You can be sure that this weekend at the Golden Globes, Hollywood celebrities, not exactly known for their independent thinking, will turn the red carpet into a #MeToo moment replete with designer duds. Many have promised to wear black dresses to protest the stream of allegations against industry moguls and actors. Perhaps Meryl Streep will get grilled — again — about what she knew about Harvey Weinstein. The rest of us will diligently follow along on Twitter, sharing hashtags and suitably pious opprobrium.
But privately, I suspect, many of us, including many longstanding feminists, will be rolling our eyes, having had it with the reflexive and unnuanced sense of outrage that has accompanied this cause from its inception, turning a bona fide moment of moral accountability into a series of ad hoc and sometimes unproven accusations.
For many weeks now, the conversation that has been going on in private about this reckoning is radically different from the public one. This is not a good sign, suggesting the sort of social intimidation that is the underside of a culture of political correctness, such as we are increasingly living in.
The women I know — of all ages — have responded by and large with a mixture of slightly horrified excitement (bordering on titillation) as to who will be the next man accused and overt disbelief.
Publicly, they say the right things, expressing approval and joining in the chorus of voices that applaud the takedown of maleficent characters who prey on vulnerable women in the workplace.
In private it’s a different story. “Grow up, this is real life,” I hear these same feminist friends say. “What ever happened to flirting?” and “What about the women who are the predators?” Some women, including random people I talk to in supermarket lines, have gone so far as to call it an outright witch hunt.
It goes without saying that no one is coming to the defense of heinous sorts, like Kevin Spacey and Matt Lauer. But the trickle-down effect to cases like those of Garrison Keillor, Jonathan Schwartz, Ryan Lizza and Al Franken, in which the accusations are scattered, anonymous or, as far as the public knows, very vague and unspecific, has been troubling.
Perhaps even more troubling is that we seem to be returning to a victimology paradigm for young women, in particular, in which they are perceived to be — and perceive themselves to be — as frail as Victorian housewives.

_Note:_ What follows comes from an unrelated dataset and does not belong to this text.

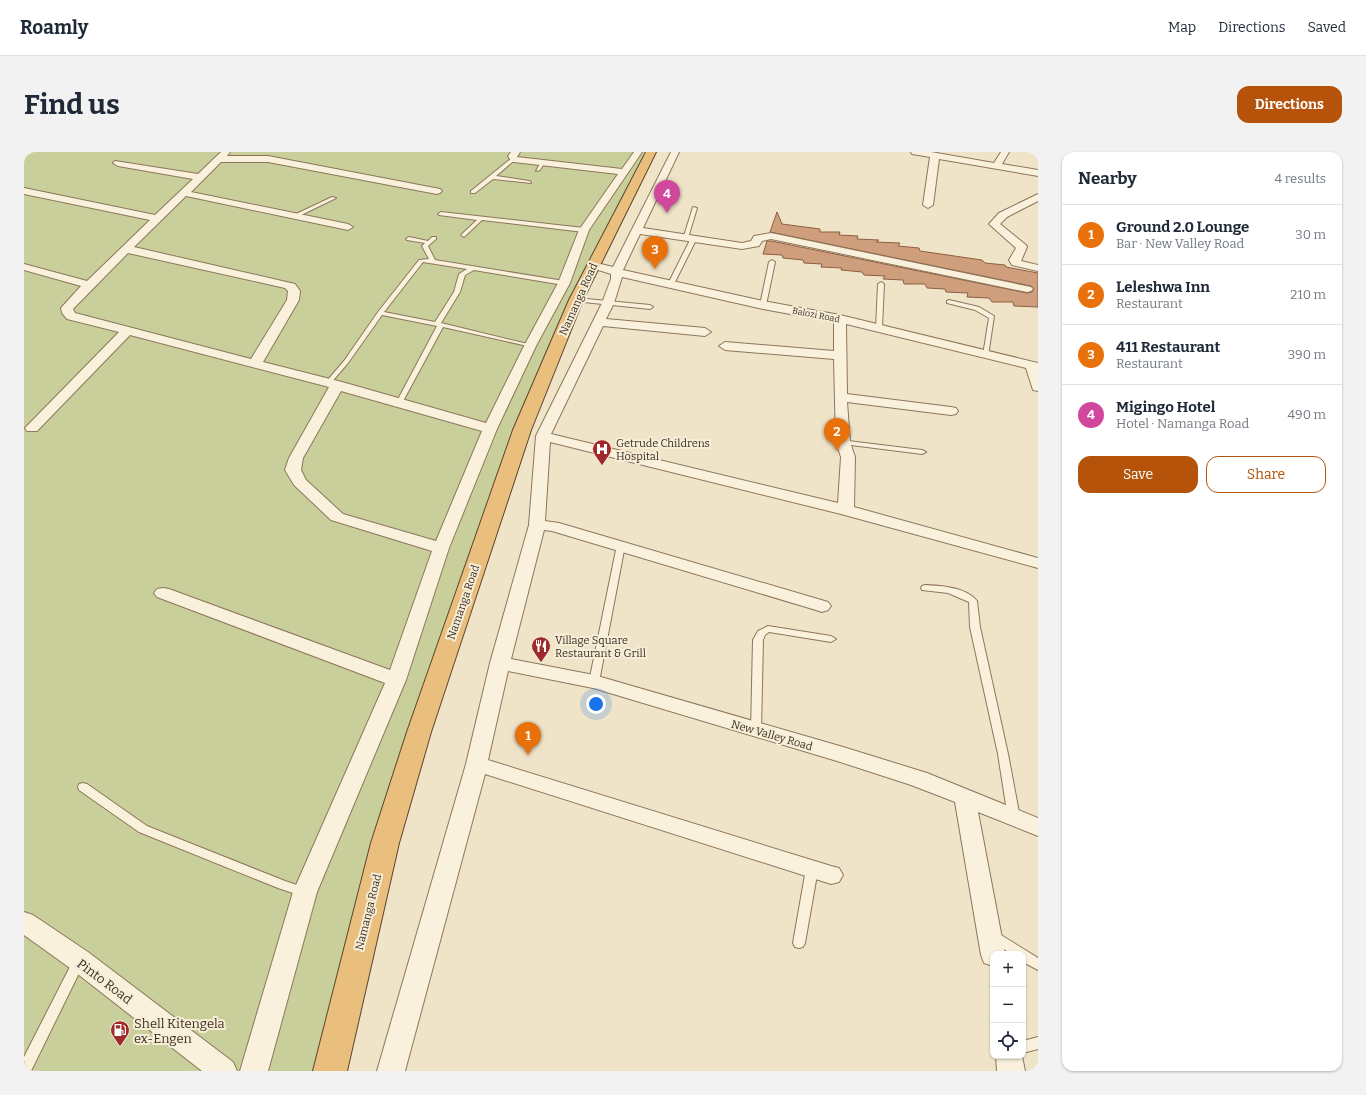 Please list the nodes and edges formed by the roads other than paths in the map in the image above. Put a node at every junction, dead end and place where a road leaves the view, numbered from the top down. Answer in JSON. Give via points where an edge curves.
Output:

Consider the fact that the campaign last month against the Met to remove a Balthus painting that shows a young girl in a suggestive light was organized by two young Manhattan feminists. Fortunately, they were unsuccessful. This is the kind of censorship practiced by religious zealots.
What happened to women’s agency? That’s what I find myself wondering as I hear story after story of adult women who helplessly acquiesce to sexual demands. I find it especially curious given that a majority of women I know have been in situations in which men have come on to them — at work or otherwise. They have routinely said, “I’m not interested” or “Get your hands off me right now.” And they’ve taken the risk that comes with it.

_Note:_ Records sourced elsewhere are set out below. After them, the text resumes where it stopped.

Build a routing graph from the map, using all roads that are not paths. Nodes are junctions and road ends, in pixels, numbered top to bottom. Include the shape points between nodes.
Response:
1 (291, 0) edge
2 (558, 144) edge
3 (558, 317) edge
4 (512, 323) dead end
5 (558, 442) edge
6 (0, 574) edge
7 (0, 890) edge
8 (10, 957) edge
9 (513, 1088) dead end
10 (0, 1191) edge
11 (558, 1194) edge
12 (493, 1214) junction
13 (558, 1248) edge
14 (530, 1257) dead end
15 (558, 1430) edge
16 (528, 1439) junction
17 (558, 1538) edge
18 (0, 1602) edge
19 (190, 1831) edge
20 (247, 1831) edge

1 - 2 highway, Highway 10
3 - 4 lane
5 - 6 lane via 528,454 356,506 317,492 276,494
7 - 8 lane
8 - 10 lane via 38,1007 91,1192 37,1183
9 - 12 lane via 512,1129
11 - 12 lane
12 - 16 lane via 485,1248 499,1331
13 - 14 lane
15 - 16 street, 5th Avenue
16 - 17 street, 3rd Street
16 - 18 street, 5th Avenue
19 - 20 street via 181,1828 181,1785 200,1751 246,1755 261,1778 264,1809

The fact that such unwelcome advances persist, and often in the office, is, yes, evidence of sexism and the abusive power of the patriarchy. But I don’t believe that scattershot, life-destroying denunciations are the way to upend it. In our current climate, to be accused is to be convicted. Due process is nowhere to be found.
And what exactly are men being accused of? What is the difference between harassment and assault and “inappropriate conduct”? There is a disturbing lack of clarity about the terms being thrown around and a lack of distinction regarding what the spectrum of objectionable behavior really is. Shouldn’t sexual harassment, for instance, imply a degree of hostility? Is kissing someone in affection, however inappropriately, or showing someone a photo of a nude male torso necessarily predatory behavior?

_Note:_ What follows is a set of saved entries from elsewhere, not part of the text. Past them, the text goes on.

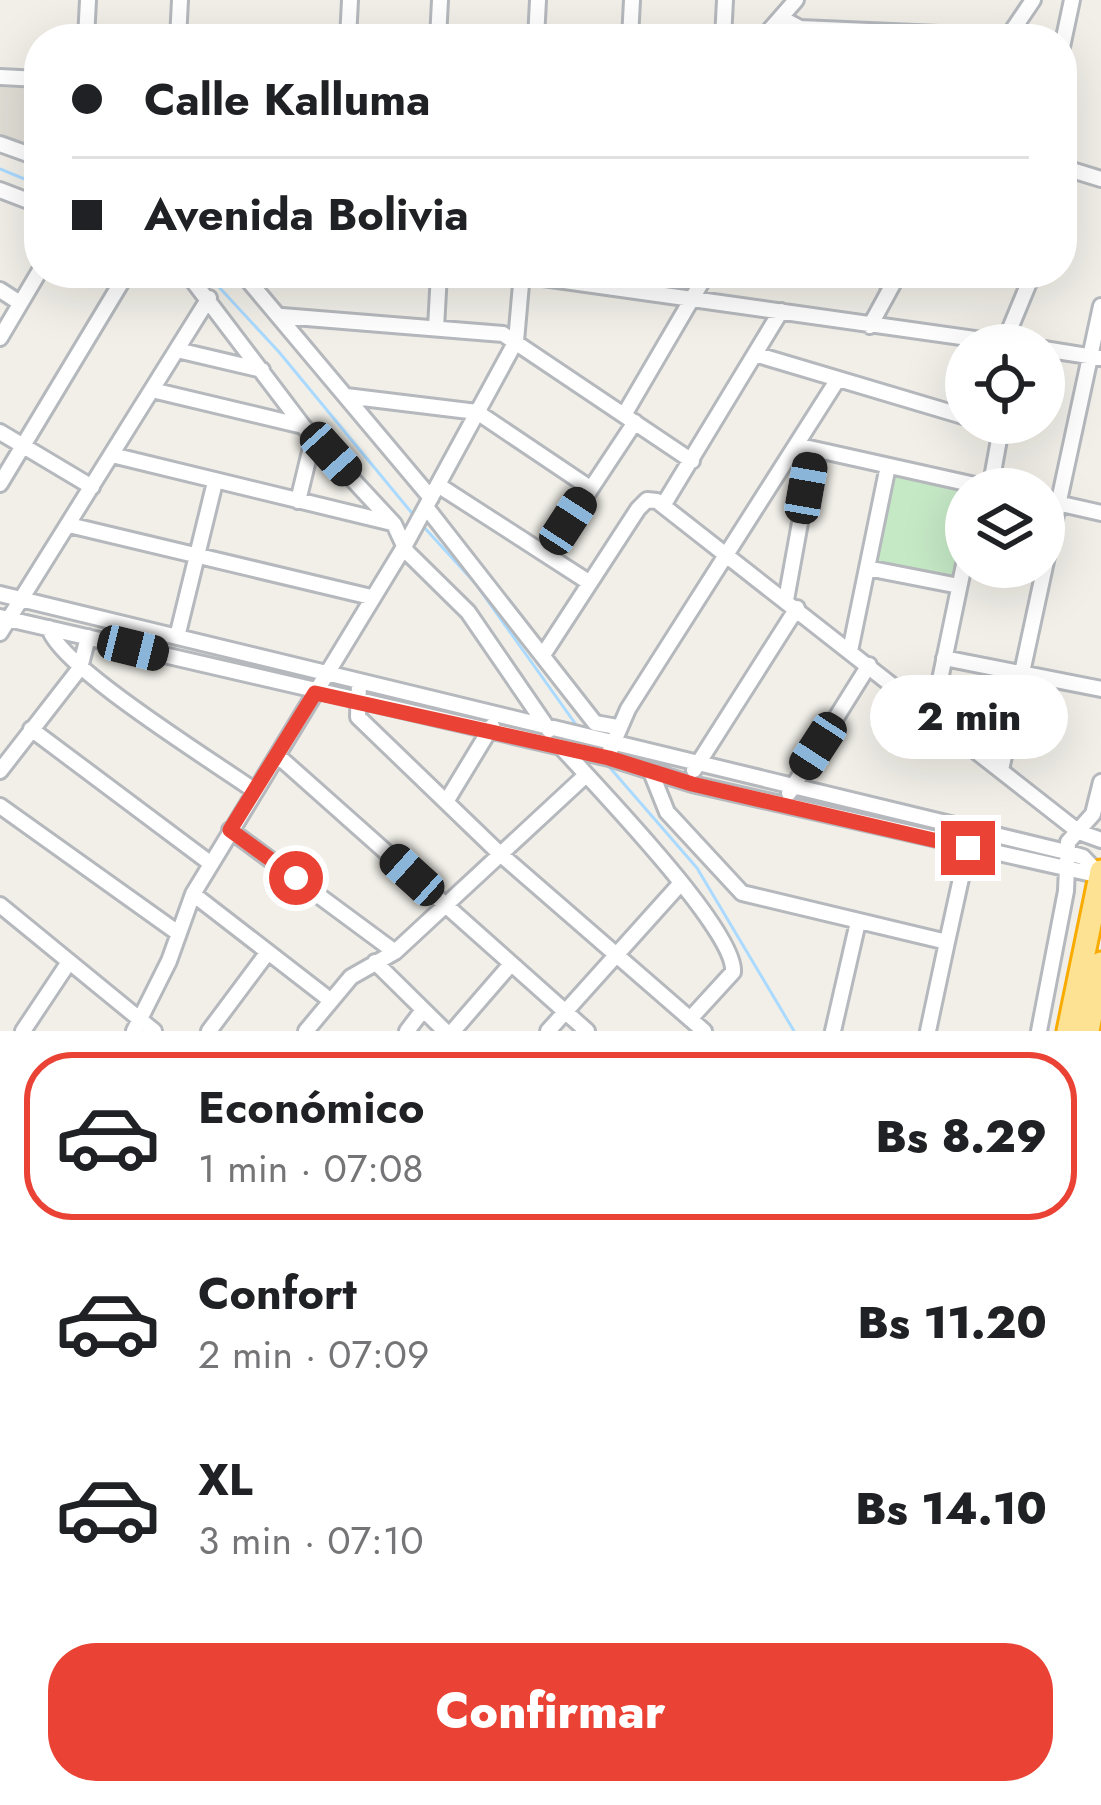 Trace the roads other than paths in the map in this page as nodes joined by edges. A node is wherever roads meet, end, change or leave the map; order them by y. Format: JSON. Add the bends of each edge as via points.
{"nodes":[{"id":1,"x":29,"y":288,"type":"edge"},
{"id":2,"x":118,"y":288,"type":"edge"},
{"id":3,"x":200,"y":288,"type":"edge"},
{"id":4,"x":256,"y":288,"type":"edge"},
{"id":5,"x":438,"y":288,"type":"edge"},
{"id":6,"x":521,"y":288,"type":"edge"},
{"id":7,"x":622,"y":288,"type":"edge"},
{"id":8,"x":699,"y":288,"type":"edge"},
{"id":9,"x":891,"y":288,"type":"edge"},
{"id":10,"x":1027,"y":288,"type":"edge"},
{"id":11,"x":0,"y":290,"type":"edge"},
{"id":12,"x":209,"y":298,"type":"junction"},
{"id":13,"x":694,"y":298,"type":"junction"},
{"id":14,"x":20,"y":303,"type":"junction"},
{"id":15,"x":1101,"y":306,"type":"edge"},
{"id":16,"x":781,"y":311,"type":"junction"},
{"id":17,"x":282,"y":316,"type":"junction"},
{"id":18,"x":1017,"y":324,"type":"edge"},
{"id":19,"x":871,"y":326,"type":"junction"},
{"id":20,"x":436,"y":328,"type":"junction"},
{"id":21,"x":945,"y":336,"type":"edge"},
{"id":22,"x":0,"y":338,"type":"edge"},
{"id":23,"x":516,"y":341,"type":"junction"},
{"id":24,"x":177,"y":350,"type":"junction"},
{"id":25,"x":1065,"y":353,"type":"edge"},
{"id":26,"x":758,"y":355,"type":"junction"},
{"id":27,"x":1096,"y":358,"type":"edge"},
{"id":28,"x":262,"y":370,"type":"junction"},
{"id":29,"x":838,"y":380,"type":"junction"},
{"id":30,"x":152,"y":390,"type":"junction"},
{"id":31,"x":346,"y":396,"type":"junction"},
{"id":32,"x":945,"y":411,"type":"edge"},
{"id":33,"x":477,"y":412,"type":"junction"},
{"id":34,"x":630,"y":419,"type":"junction"},
{"id":35,"x":308,"y":431,"type":"junction"},
{"id":36,"x":0,"y":432,"type":"edge"},
{"id":37,"x":23,"y":446,"type":"junction"},
{"id":38,"x":806,"y":448,"type":"junction"},
{"id":39,"x":112,"y":455,"type":"junction"},
{"id":40,"x":692,"y":460,"type":"junction"},
{"id":41,"x":889,"y":466,"type":"junction"},
{"id":42,"x":1062,"y":468,"type":"edge"},
{"id":43,"x":945,"y":479,"type":"edge"},
{"id":44,"x":215,"y":482,"type":"junction"},
{"id":45,"x":0,"y":484,"type":"edge"},
{"id":46,"x":92,"y":487,"type":"junction"},
{"id":47,"x":590,"y":488,"type":"junction"},
{"id":48,"x":432,"y":497,"type":"junction"},
{"id":49,"x":298,"y":501,"type":"junction"},
{"id":50,"x":664,"y":504,"type":"junction"},
{"id":51,"x":1065,"y":505,"type":"edge"},
{"id":52,"x":1101,"y":513,"type":"edge"},
{"id":53,"x":394,"y":524,"type":"junction"},
{"id":54,"x":69,"y":525,"type":"junction"},
{"id":55,"x":404,"y":547,"type":"junction"},
{"id":56,"x":728,"y":554,"type":"junction"},
{"id":57,"x":547,"y":555,"type":"junction"},
{"id":58,"x":196,"y":557,"type":"junction"},
{"id":59,"x":867,"y":568,"type":"junction"},
{"id":60,"x":590,"y":583,"type":"junction"},
{"id":61,"x":945,"y":583,"type":"edge"},
{"id":62,"x":959,"y":588,"type":"edge"},
{"id":63,"x":1037,"y":588,"type":"edge"},
{"id":64,"x":0,"y":594,"type":"edge"},
{"id":65,"x":370,"y":597,"type":"junction"},
{"id":66,"x":22,"y":600,"type":"junction"},
{"id":67,"x":792,"y":604,"type":"junction"},
{"id":68,"x":5,"y":618,"type":"edge"},
{"id":69,"x":49,"y":628,"type":"junction"},
{"id":70,"x":0,"y":633,"type":"edge"},
{"id":71,"x":88,"y":637,"type":"junction"},
{"id":72,"x":177,"y":638,"type":"junction"},
{"id":73,"x":850,"y":651,"type":"junction"},
{"id":74,"x":543,"y":655,"type":"junction"},
{"id":75,"x":944,"y":658,"type":"junction"},
{"id":76,"x":868,"y":665,"type":"junction"},
{"id":77,"x":80,"y":668,"type":"junction"},
{"id":78,"x":325,"y":674,"type":"junction"},
{"id":79,"x":1023,"y":674,"type":"junction"},
{"id":80,"x":359,"y":682,"type":"junction"},
{"id":81,"x":1101,"y":689,"type":"edge"},
{"id":82,"x":315,"y":693,"type":"junction"},
{"id":83,"x":355,"y":704,"type":"junction"},
{"id":84,"x":494,"y":715,"type":"junction"},
{"id":85,"x":932,"y":718,"type":"junction"},
{"id":86,"x":617,"y":727,"type":"junction"},
{"id":87,"x":31,"y":729,"type":"junction"},
{"id":88,"x":550,"y":731,"type":"junction"},
{"id":89,"x":490,"y":732,"type":"junction"},
{"id":90,"x":567,"y":742,"type":"junction"},
{"id":91,"x":606,"y":748,"type":"junction"},
{"id":92,"x":278,"y":756,"type":"junction"},
{"id":93,"x":695,"y":762,"type":"junction"},
{"id":94,"x":0,"y":770,"type":"edge"},
{"id":95,"x":1001,"y":770,"type":"junction"},
{"id":96,"x":651,"y":772,"type":"junction"},
{"id":97,"x":586,"y":775,"type":"junction"},
{"id":98,"x":1101,"y":782,"type":"edge"},
{"id":99,"x":692,"y":784,"type":"junction"},
{"id":100,"x":792,"y":785,"type":"junction"},
{"id":101,"x":256,"y":791,"type":"junction"},
{"id":102,"x":446,"y":802,"type":"junction"},
{"id":103,"x":0,"y":806,"type":"edge"},
{"id":104,"x":785,"y":806,"type":"junction"},
{"id":105,"x":230,"y":830,"type":"junction"},
{"id":106,"x":972,"y":831,"type":"junction"},
{"id":107,"x":1079,"y":832,"type":"junction"},
{"id":108,"x":1101,"y":840,"type":"edge"},
{"id":109,"x":968,"y":848,"type":"junction"},
{"id":110,"x":1066,"y":852,"type":"junction"},
{"id":111,"x":499,"y":853,"type":"junction"},
{"id":112,"x":210,"y":862,"type":"junction"},
{"id":113,"x":1066,"y":870,"type":"junction"},
{"id":114,"x":1101,"y":874,"type":"edge"},
{"id":115,"x":681,"y":883,"type":"junction"},
{"id":116,"x":193,"y":894,"type":"junction"},
{"id":117,"x":0,"y":905,"type":"edge"},
{"id":118,"x":445,"y":905,"type":"junction"},
{"id":119,"x":858,"y":922,"type":"junction"},
{"id":120,"x":178,"y":933,"type":"junction"},
{"id":121,"x":947,"y":942,"type":"junction"},
{"id":122,"x":268,"y":952,"type":"junction"},
{"id":123,"x":395,"y":952,"type":"junction"},
{"id":124,"x":616,"y":953,"type":"junction"},
{"id":125,"x":1053,"y":957,"type":"junction"},
{"id":126,"x":69,"y":962,"type":"junction"},
{"id":127,"x":375,"y":962,"type":"junction"},
{"id":128,"x":1092,"y":962,"type":"edge"},
{"id":129,"x":511,"y":964,"type":"junction"},
{"id":130,"x":330,"y":1000,"type":"junction"},
{"id":131,"x":423,"y":1010,"type":"junction"},
{"id":132,"x":566,"y":1012,"type":"junction"},
{"id":133,"x":690,"y":1019,"type":"junction"},
{"id":134,"x":137,"y":1026,"type":"edge"},
{"id":135,"x":23,"y":1031,"type":"edge"},
{"id":136,"x":154,"y":1031,"type":"edge"},
{"id":137,"x":209,"y":1031,"type":"edge"},
{"id":138,"x":306,"y":1031,"type":"edge"},
{"id":139,"x":407,"y":1031,"type":"edge"},
{"id":140,"x":449,"y":1031,"type":"edge"},
{"id":141,"x":548,"y":1031,"type":"edge"},
{"id":142,"x":587,"y":1031,"type":"edge"},
{"id":143,"x":704,"y":1031,"type":"edge"},
{"id":144,"x":833,"y":1031,"type":"edge"},
{"id":145,"x":928,"y":1031,"type":"edge"},
{"id":146,"x":1039,"y":1031,"type":"edge"},
{"id":147,"x":1068,"y":1031,"type":"edge"},
{"id":148,"x":1088,"y":1031,"type":"edge"}],
"edges":[{"from":1,"to":14,"type":"street"},
{"from":2,"to":37,"type":"street"},
{"from":3,"to":12,"type":"street"},
{"from":4,"to":17,"type":"street"},
{"from":5,"to":20,"type":"street"},
{"from":6,"to":23,"type":"street"},
{"from":7,"to":13,"type":"street"},
{"from":8,"to":13,"type":"street"},
{"from":9,"to":19,"type":"street"},
{"from":10,"to":18,"type":"street"},
{"from":11,"to":14,"type":"street"},
{"from":12,"to":24,"type":"street"},
{"from":12,"to":28,"type":"street"},
{"from":13,"to":16,"type":"street"},
{"from":13,"to":34,"type":"street"},
{"from":14,"to":22,"type":"street"},
{"from":15,"to":27,"type":"street"},
{"from":16,"to":19,"type":"street"},
{"from":16,"to":26,"type":"street"},
{"from":17,"to":20,"type":"street"},
{"from":17,"to":31,"type":"street"},
{"from":19,"to":21,"type":"street"},
{"from":20,"to":23,"type":"street"},
{"from":23,"to":33,"type":"street"},
{"from":23,"to":34,"type":"street"},
{"from":24,"to":28,"type":"street"},
{"from":24,"to":30,"type":"street"},
{"from":25,"to":27,"type":"street"},
{"from":26,"to":29,"type":"street"},
{"from":26,"to":40,"type":"street"},
{"from":27,"to":42,"type":"street"},
{"from":28,"to":35,"type":"street"},
{"from":29,"to":32,"type":"street"},
{"from":29,"to":38,"type":"street"},
{"from":30,"to":35,"type":"street"},
{"from":30,"to":39,"type":"street"},
{"from":31,"to":33,"type":"street"},
{"from":31,"to":48,"type":"street"},
{"from":33,"to":47,"type":"street"},
{"from":33,"to":48,"type":"street"},
{"from":34,"to":40,"type":"street"},
{"from":34,"to":47,"type":"street"},
{"from":35,"to":49,"type":"street"},
{"from":35,"to":53,"type":"street"},
{"from":36,"to":37,"type":"street"},
{"from":37,"to":45,"type":"street"},
{"from":37,"to":46,"type":"street"},
{"from":38,"to":41,"type":"street"},
{"from":38,"to":56,"type":"street"},
{"from":38,"to":67,"type":"street"},
{"from":39,"to":44,"type":"street"},
{"from":39,"to":46,"type":"street"},
{"from":40,"to":50,"type":"street"},
{"from":41,"to":43,"type":"street"},
{"from":41,"to":59,"type":"street"},
{"from":44,"to":49,"type":"street"},
{"from":44,"to":58,"type":"street"},
{"from":46,"to":54,"type":"street"},
{"from":47,"to":57,"type":"street"},
{"from":48,"to":55,"type":"street"},
{"from":48,"to":57,"type":"street"},
{"from":48,"to":74,"type":"street"},
{"from":49,"to":53,"type":"street"},
{"from":50,"to":56,"type":"street"},
{"from":50,"to":60,"type":"street","via":[[643,503]]},
{"from":51,"to":52,"type":"street"},
{"from":53,"to":55,"type":"street"},
{"from":54,"to":58,"type":"street"},
{"from":54,"to":66,"type":"street"},
{"from":55,"to":65,"type":"street"},
{"from":55,"to":88,"type":"street","via":[[468,612]]},
{"from":56,"to":67,"type":"street"},
{"from":56,"to":86,"type":"street"},
{"from":57,"to":60,"type":"street"},
{"from":58,"to":65,"type":"street"},
{"from":58,"to":72,"type":"street"},
{"from":59,"to":61,"type":"street"},
{"from":59,"to":73,"type":"street"},
{"from":60,"to":74,"type":"street"},
{"from":62,"to":75,"type":"street"},
{"from":63,"to":79,"type":"street"},
{"from":64,"to":66,"type":"street"},
{"from":65,"to":78,"type":"street"},
{"from":66,"to":68,"type":"street"},
{"from":66,"to":72,"type":"street"},
{"from":67,"to":73,"type":"street"},
{"from":67,"to":93,"type":"street"},
{"from":68,"to":69,"type":"street"},
{"from":68,"to":70,"type":"street"},
{"from":69,"to":71,"type":"street"},
{"from":69,"to":77,"type":"street"},
{"from":71,"to":77,"type":"street"},
{"from":71,"to":82,"type":"street"},
{"from":72,"to":78,"type":"street"},
{"from":73,"to":76,"type":"street"},
{"from":74,"to":86,"type":"street","via":[[595,722]]},
{"from":75,"to":79,"type":"street"},
{"from":75,"to":85,"type":"street"},
{"from":76,"to":85,"type":"street"},
{"from":76,"to":100,"type":"street"},
{"from":77,"to":87,"type":"street"},
{"from":77,"to":101,"type":"street"},
{"from":78,"to":80,"type":"street"},
{"from":78,"to":82,"type":"street"},
{"from":79,"to":81,"type":"street"},
{"from":79,"to":95,"type":"street"},
{"from":80,"to":83,"type":"street"},
{"from":80,"to":84,"type":"street"},
{"from":82,"to":83,"type":"street"},
{"from":82,"to":92,"type":"street"},
{"from":83,"to":89,"type":"street"},
{"from":83,"to":102,"type":"street","via":[[358,717]]},
{"from":84,"to":88,"type":"street"},
{"from":84,"to":89,"type":"street"},
{"from":85,"to":95,"type":"street"},
{"from":86,"to":91,"type":"street"},
{"from":87,"to":94,"type":"street"},
{"from":87,"to":112,"type":"street"},
{"from":88,"to":90,"type":"street"},
{"from":89,"to":90,"type":"street"},
{"from":89,"to":102,"type":"street"},
{"from":90,"to":91,"type":"street"},
{"from":90,"to":91,"type":"street","via":[[586,753]]},
{"from":90,"to":97,"type":"street"},
{"from":91,"to":93,"type":"street"},
{"from":91,"to":96,"type":"street"},
{"from":92,"to":101,"type":"street"},
{"from":92,"to":118,"type":"street"},
{"from":93,"to":99,"type":"street"},
{"from":93,"to":100,"type":"street"},
{"from":95,"to":107,"type":"street"},
{"from":96,"to":99,"type":"street"},
{"from":96,"to":119,"type":"street","via":[[667,812],[730,884]]},
{"from":97,"to":111,"type":"street"},
{"from":97,"to":115,"type":"street"},
{"from":98,"to":107,"type":"street","via":[[1094,814]]},
{"from":99,"to":104,"type":"street"},
{"from":100,"to":104,"type":"street"},
{"from":100,"to":106,"type":"street"},
{"from":101,"to":105,"type":"street"},
{"from":102,"to":111,"type":"street"},
{"from":103,"to":120,"type":"street"},
{"from":104,"to":109,"type":"street"},
{"from":105,"to":112,"type":"street"},
{"from":105,"to":123,"type":"street"},
{"from":106,"to":109,"type":"street"},
{"from":106,"to":110,"type":"street"},
{"from":107,"to":108,"type":"street"},
{"from":107,"to":110,"type":"street"},
{"from":109,"to":113,"type":"street"},
{"from":109,"to":121,"type":"street"},
{"from":110,"to":113,"type":"street"},
{"from":110,"to":114,"type":"street"},
{"from":111,"to":118,"type":"street"},
{"from":111,"to":124,"type":"street"},
{"from":112,"to":116,"type":"street"},
{"from":113,"to":114,"type":"street"},
{"from":113,"to":125,"type":"street"},
{"from":114,"to":128,"type":"highway"},
{"from":115,"to":124,"type":"street"},
{"from":115,"to":133,"type":"street","via":[[734,965]]},
{"from":116,"to":120,"type":"street"},
{"from":116,"to":122,"type":"street"},
{"from":117,"to":126,"type":"street"},
{"from":118,"to":123,"type":"street"},
{"from":118,"to":129,"type":"street"},
{"from":119,"to":121,"type":"street"},
{"from":119,"to":144,"type":"street"},
{"from":120,"to":134,"type":"street"},
{"from":121,"to":145,"type":"street"},
{"from":122,"to":130,"type":"street"},
{"from":122,"to":137,"type":"street"},
{"from":123,"to":127,"type":"street"},
{"from":124,"to":132,"type":"street"},
{"from":124,"to":133,"type":"street"},
{"from":125,"to":128,"type":"street"},
{"from":125,"to":146,"type":"street"},
{"from":126,"to":134,"type":"street"},
{"from":126,"to":135,"type":"street"},
{"from":127,"to":130,"type":"street"},
{"from":127,"to":131,"type":"street"},
{"from":128,"to":147,"type":"highway"},
{"from":128,"to":148,"type":"highway"},
{"from":129,"to":132,"type":"street"},
{"from":129,"to":140,"type":"street"},
{"from":130,"to":138,"type":"street"},
{"from":131,"to":139,"type":"street"},
{"from":131,"to":140,"type":"street"},
{"from":132,"to":141,"type":"street"},
{"from":132,"to":142,"type":"street"},
{"from":133,"to":143,"type":"street"},
{"from":134,"to":136,"type":"street"}]}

I think this confusion reflects a deeper ambivalence about how we want and expect people to behave. Expressing sexual interest is inherently messy and, frankly, nonconsensual — one person, typically the man, bites the bullet by expressing interest in the other, typically the woman — whether it happens at work or at a bar. Some are now suggesting that come-ons need to be constricted to a repressive degree. Asking for oral consent before proceeding with a sexual advance seems both innately clumsy and retrograde, like going back to the childhood game of “Mother, May I?” We are witnessing the re-moralization of sex, not via the Judeo-Christian ethos but via a legalistic, corporate consensus.
Stripping sex of eros isn’t the solution. Nor is calling out individual offenders, one by one. We need a broader and more thoroughgoing overhaul, one that begins with the way we bring up our sons and daughters.
These are scary times, for women as well as men. There is an inquisitorial whiff in the air, and my particular fear is that in true American fashion, all subtlety and reflection is being lost. Next we’ll be torching people for the content of their fantasies.
Daphne Merkin, a critic and novelist, is the author, most recently, of This Close to Happy: A Reckoning With Depression.